Film Review: Notes on a Scandal (2006)

A marvellously against-type Judi Dench and Cate Blanchett score a huge hit in Notes on a Scandal

“Lasagne irritates my bowels, I’ll ask for a small portion”

Intelligently adapted from Zoë Heller’s novel by Patrick Marber, you get the feeling that Notes on a Scandal would be good even if anyone was acting in it. But since Richard Eyre’s film boasts Judi Dench and Cate Blanchett as its leads, it is something extraordinary.

Barbara and Sheba both teach at the same Islington secondary school. Barbara a long-serving history teacher, Sheba a brand new recruit to the art department, an unlikely friendship develops between the pair, one which detonates when the latter starts an affair with a pupil.

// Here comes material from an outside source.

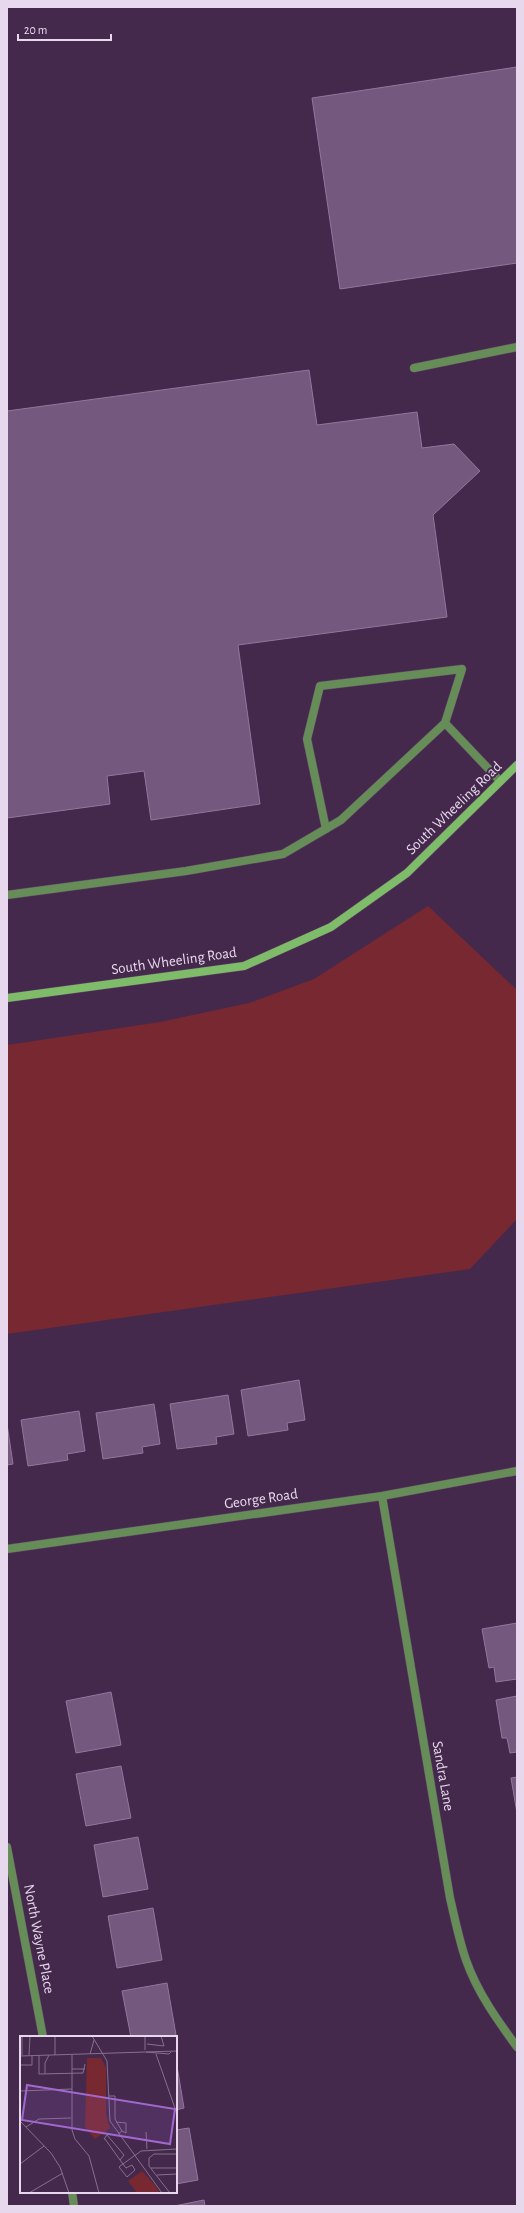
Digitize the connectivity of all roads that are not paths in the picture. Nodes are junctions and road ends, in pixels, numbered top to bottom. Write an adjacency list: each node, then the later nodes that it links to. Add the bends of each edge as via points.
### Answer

Barbara is infuriated but mainly because she’s jealous rather than outraged. And Dench is brilliantly cast against type here as the bitterly lonely woman who has made vengeance an artform. Blanchett excels too as the slightly floaty Sheba, rebelling against her family life almost casually.

Around them is a cracking cast. Billy Nighy as Sheba’s older husband, Joanna Scanlan and Wendy Nottingham as fellow teachers. And Eyre winds tightly the screws of this psychological thriller, which darts in and around the shattering of many a liberal, middle-class cliché.